*** Opening of Provided entries ***

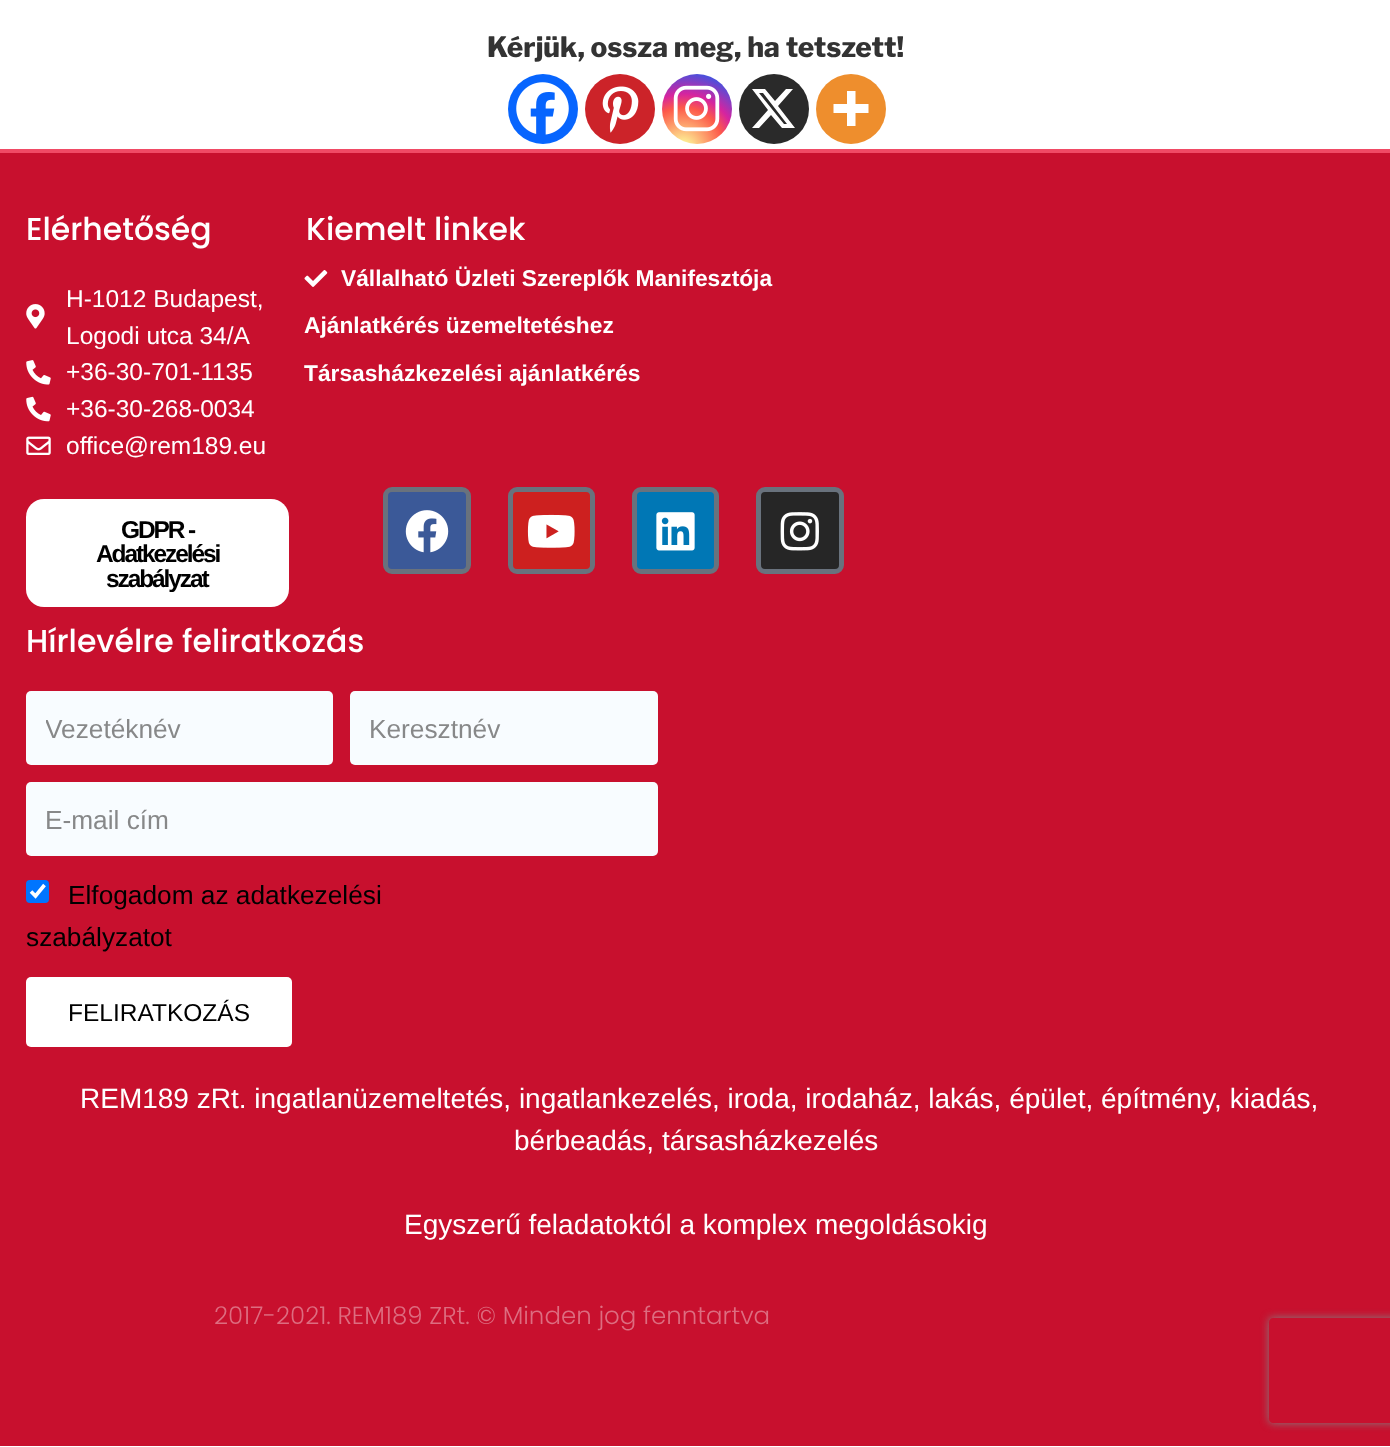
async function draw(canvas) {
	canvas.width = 1390;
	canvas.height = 1447;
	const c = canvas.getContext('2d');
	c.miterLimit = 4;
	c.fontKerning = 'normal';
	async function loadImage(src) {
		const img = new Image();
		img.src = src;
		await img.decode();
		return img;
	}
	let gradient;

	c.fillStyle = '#fff';
	c.fillRect(0, 0, 1390, 1447);
	c.font = '100 28px Libre Franklin';
	c.fillStyle = '#333';
	c.fillText('Kérjük, ossza meg, ha tetszett!', 487, 57);
	c.fillStyle = '#0765fe';
	c.beginPath();
	c.arc(543, 109, 35, 0, 2 * Math.PI);
	c.fill();
	c.drawImage(await loadImage('img1.png'), 516, 82, 53, 53);
	c.fillStyle = '#cc2329';
	c.beginPath();
	c.arc(620, 109, 35, 0, 2 * Math.PI);
	c.fill();
	c.drawImage(await loadImage('img2.png'), 602, 86, 37, 47);
	gradient = c.createRadialGradient(683, 148, 0, 683, 148, 90);
	gradient.addColorStop(0, '#fdf497');
	gradient.addColorStop(0.05, '#fdf497');
	gradient.addColorStop(0.45, '#fd5949');
	gradient.addColorStop(0.6, '#d6249f');
	gradient.addColorStop(0.9, '#285aeb');
	c.fillStyle = gradient;
	c.beginPath();
	c.arc(697, 109, 35, 0, 2 * Math.PI);
	c.fill();
	c.drawImage(await loadImage('img3.png'), 673, 85, 47, 47);
	c.fillStyle = '#2a2a2a';
	c.beginPath();
	c.arc(774, 109, 35, 0, 2 * Math.PI);
	c.fill();
	c.fillStyle = '#fff';
	c.beginPath();
	c.moveTo(786, 89);
	c.lineTo(793, 89);
	c.lineTo(778, 106);
	c.lineTo(795, 128);
	c.lineTo(782, 128);
	c.lineTo(771, 115);
	c.lineTo(759, 128);
	c.lineTo(752, 128);
	c.lineTo(768, 110);
	c.lineTo(752, 89);
	c.lineTo(765, 89);
	c.lineTo(775, 101);
	c.closePath();
	c.moveTo(784, 124);
	c.lineTo(787, 124);
	c.lineTo(763, 93);
	c.lineTo(759, 93);
	c.closePath();
	c.fill();
	c.fillStyle = '#ee8e2d';
	c.beginPath();
	c.arc(851, 109, 35, 0, 2 * Math.PI);
	c.fill();
	c.fillStyle = '#fff';
	c.beginPath();
	c.moveTo(855.5, 104);
	c.lineTo(855.5, 91);
	c.lineTo(847, 91);
	c.lineTo(847, 104);
	c.lineTo(833.5, 104);
	c.lineTo(833.5, 113);
	c.lineTo(847, 113);
	c.lineTo(847, 126);
	c.lineTo(855.5, 126);
	c.lineTo(855.5, 113);
	c.lineTo(868.5, 113);
	c.lineTo(868.5, 104);
	c.closePath();
	c.fill('evenodd');
	c.fillStyle = '#c8102e';
	c.fillRect(0, 153, 1390, 1293);
	c.fillStyle = '#f04a65';
	c.fillRect(0, 149, 1390, 4);
	c.font = '500 31.5px Poppins';
	c.fillStyle = '#fff';
	c.fillText('Elérhetőség', 26, 240);
	c.drawImage(await loadImage('img4.png'), 26, 304, 19, 25);
	c.font = '24.5px Liberation Sans';
	c.fillText('H-1012 Budapest,', 66, 307);
	c.fillText('Logodi utca 34/A', 66, 344);
	c.drawImage(await loadImage('img5.png'), 26, 360, 25, 25);
	c.fillText('+36-30-701-1135', 66, 380);
	c.drawImage(await loadImage('img6.png'), 26, 396, 25, 26);
	c.fillText('+36-30-268-0034', 66, 417);
	c.drawImage(await loadImage('img7.png'), 26, 436, 25, 19);
	c.fillText('office@rem189.eu', 66, 454);
	c.beginPath();
	c.roundRect(26, 499, 263, 108, 18);
	c.fill();
	c.letterSpacing = '-2.1px';
	c.font = 'bold 24.5px Liberation Sans';
	c.fillStyle = '#000';
	for (const [text, x, y] of [
		['GDPR -', 121, 538],
		['Adatkezelési', 96, 562],
		['szabályzat', 106, 587],
	]) {
		c.fillText(text, x, y);
	}
	c.letterSpacing = '0px';
	c.font = '500 31.5px Poppins';
	c.fillStyle = '#fff';
	c.fillText('Kiemelt linkek', 306, 240);
	c.drawImage(await loadImage('img8.png'), 304, 270, 24, 17);
	c.font = 'bold 22.75px Liberation Sans';
	for (const [text, x, y] of [
		['Vállalható Üzleti Szereplők Manifesztója', 341, 286],
		['Ajánlatkérés üzemeltetéshez', 304, 333],
		['Társasházkezelési ajánlatkérés', 304, 381],
	]) {
		c.fillText(text, x, y);
	}
	c.fillStyle = '#3b5998';
	c.beginPath();
	c.roundRect(385.5, 489.5, 83, 82, 6.5);
	c.fill();
	c.strokeStyle = '#69727d';
	c.lineWidth = 5;
	c.stroke();
	c.drawImage(await loadImage('img9.png'), 405, 510, 44, 43);
	c.fillStyle = '#cd201f';
	c.beginPath();
	c.roundRect(510.5, 489.5, 82, 82, 6.5);
	c.fill();
	c.stroke();
	c.drawImage(await loadImage('img10.png'), 527, 514, 48, 34);
	c.fillStyle = '#0077b5';
	c.beginPath();
	c.roundRect(634.5, 489.5, 82, 82, 6.5);
	c.fill();
	c.stroke();
	c.drawImage(await loadImage('img11.png'), 656, 512, 39, 39);
	c.fillStyle = '#262626';
	c.beginPath();
	c.roundRect(758.5, 489.5, 83, 82, 6.5);
	c.fill();
	c.stroke();
	c.drawImage(await loadImage('img12.png'), 780, 512, 39, 39);
	c.font = '500 31.5px Poppins';
	c.fillStyle = '#fff';
	c.fillText('Hírlevélre feliratkozás', 26, 652);
	c.fillStyle = '#f8fcff';
	c.beginPath();
	c.roundRect(26, 691, 307, 74, 5);
	c.fill();
	c.save();
	c.beginPath();
	c.rect(46, 714, 269, 30);
	c.clip();
	c.font = '26.25px Liberation Sans';
	c.fillStyle = '#878889';
	c.fillText('Vezetéknév', 45, 738);
	c.restore();
	c.beginPath();
	c.roundRect(350, 691, 308, 74, 5);
	c.fill();
	c.font = '26.25px Liberation Sans';
	c.fillStyle = '#878889';
	c.fillText('Keresztnév', 369, 738);
	c.fillStyle = '#f8fcff';
	c.beginPath();
	c.roundRect(26, 782, 632, 74, 5);
	c.fill();
	c.fillStyle = '#878889';
	c.fillText('E-mail cím', 45, 829);
	c.fillStyle = '#0075ff';
	c.beginPath();
	c.roundRect(26, 880, 23, 23, 4);
	c.fill();
	c.beginPath();
	c.moveTo(31, 891.5);
	c.lineTo(35.5, 896);
	c.lineTo(44.5, 885);
	c.strokeStyle = '#fff';
	c.lineWidth = 3.6;
	c.stroke();
	c.fillStyle = '#000';
	c.fillText('Elfogadom az adatkezelési', 68, 904);
	c.fillText('szabályzatot', 26, 946);
	c.fillStyle = '#fff';
	c.beginPath();
	c.roundRect(26, 977, 266, 70, 5);
	c.fill();
	c.font = '24.5px Liberation Sans';
	c.fillStyle = '#000';
	c.fillText('FELIRATKOZÁS', 68, 1021);
	c.save();
	c.beginPath();
	c.moveTo(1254, 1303);
	c.lineTo(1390, 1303);
	c.lineTo(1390, 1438);
	c.lineTo(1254, 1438);
	c.closePath();
	c.moveTo(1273, 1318);
	c.lineTo(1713, 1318);
	c.bezierCurveTo(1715, 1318, 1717, 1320, 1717, 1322);
	c.lineTo(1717, 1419);
	c.bezierCurveTo(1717, 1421, 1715, 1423, 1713, 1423);
	c.lineTo(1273, 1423);
	c.bezierCurveTo(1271, 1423, 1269, 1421, 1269, 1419);
	c.lineTo(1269, 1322);
	c.bezierCurveTo(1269, 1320, 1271, 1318, 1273, 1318);
	c.closePath();
	c.clip('evenodd');
	c.fillStyle = '#808080';
	c.filter = 'blur(4.5px)';
	c.beginPath();
	c.roundRect(1269, 1318, 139, 105, 4);
	c.fill();
	c.filter = 'none';
	c.restore();
	c.font = '28px Liberation Sans';
	c.fillStyle = '#fff';
	for (const [text, x, y] of [
		['REM189 zRt. ingatlanüzemeltetés, ingatlankezelés, iroda, irodaház, lakás, épület, építmény, kiadás,', 80, 1108],
		['bérbeadás, társasházkezelés', 514, 1150],
		['Egyszerű feladatoktól a komplex megoldásokig', 404, 1234],
	]) {
		c.fillText(text, x, y);
	}
	c.font = '300 24.5px Poppins';
	c.fillStyle = '#dd6d80';
	c.fillText('2017-2021. REM189 ZRt. © Minden jog fenntartva', 214, 1324);
}

draw(document.querySelector('canvas'));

*** Close of Provided entries ***

[Your assignment] In the answer, include exactly the lines from the line containing "c.fillText('E-mail cím', 45, 829);" through the end of the data, and nothing else.

[Response below]
	c.fillText('E-mail cím', 45, 829);
	c.fillStyle = '#0075ff';
	c.beginPath();
	c.roundRect(26, 880, 23, 23, 4);
	c.fill();
	c.beginPath();
	c.moveTo(31, 891.5);
	c.lineTo(35.5, 896);
	c.lineTo(44.5, 885);
	c.strokeStyle = '#fff';
	c.lineWidth = 3.6;
	c.stroke();
	c.fillStyle = '#000';
	c.fillText('Elfogadom az adatkezelési', 68, 904);
	c.fillText('szabályzatot', 26, 946);
	c.fillStyle = '#fff';
	c.beginPath();
	c.roundRect(26, 977, 266, 70, 5);
	c.fill();
	c.font = '24.5px Liberation Sans';
	c.fillStyle = '#000';
	c.fillText('FELIRATKOZÁS', 68, 1021);
	c.save();
	c.beginPath();
	c.moveTo(1254, 1303);
	c.lineTo(1390, 1303);
	c.lineTo(1390, 1438);
	c.lineTo(1254, 1438);
	c.closePath();
	c.moveTo(1273, 1318);
	c.lineTo(1713, 1318);
	c.bezierCurveTo(1715, 1318, 1717, 1320, 1717, 1322);
	c.lineTo(1717, 1419);
	c.bezierCurveTo(1717, 1421, 1715, 1423, 1713, 1423);
	c.lineTo(1273, 1423);
	c.bezierCurveTo(1271, 1423, 1269, 1421, 1269, 1419);
	c.lineTo(1269, 1322);
	c.bezierCurveTo(1269, 1320, 1271, 1318, 1273, 1318);
	c.closePath();
	c.clip('evenodd');
	c.fillStyle = '#808080';
	c.filter = 'blur(4.5px)';
	c.beginPath();
	c.roundRect(1269, 1318, 139, 105, 4);
	c.fill();
	c.filter = 'none';
	c.restore();
	c.font = '28px Liberation Sans';
	c.fillStyle = '#fff';
	for (const [text, x, y] of [
		['REM189 zRt. ingatlanüzemeltetés, ingatlankezelés, iroda, irodaház, lakás, épület, építmény, kiadás,', 80, 1108],
		['bérbeadás, társasházkezelés', 514, 1150],
		['Egyszerű feladatoktól a komplex megoldásokig', 404, 1234],
	]) {
		c.fillText(text, x, y);
	}
	c.font = '300 24.5px Poppins';
	c.fillStyle = '#dd6d80';
	c.fillText('2017-2021. REM189 ZRt. © Minden jog fenntartva', 214, 1324);
}

draw(document.querySelector('canvas'));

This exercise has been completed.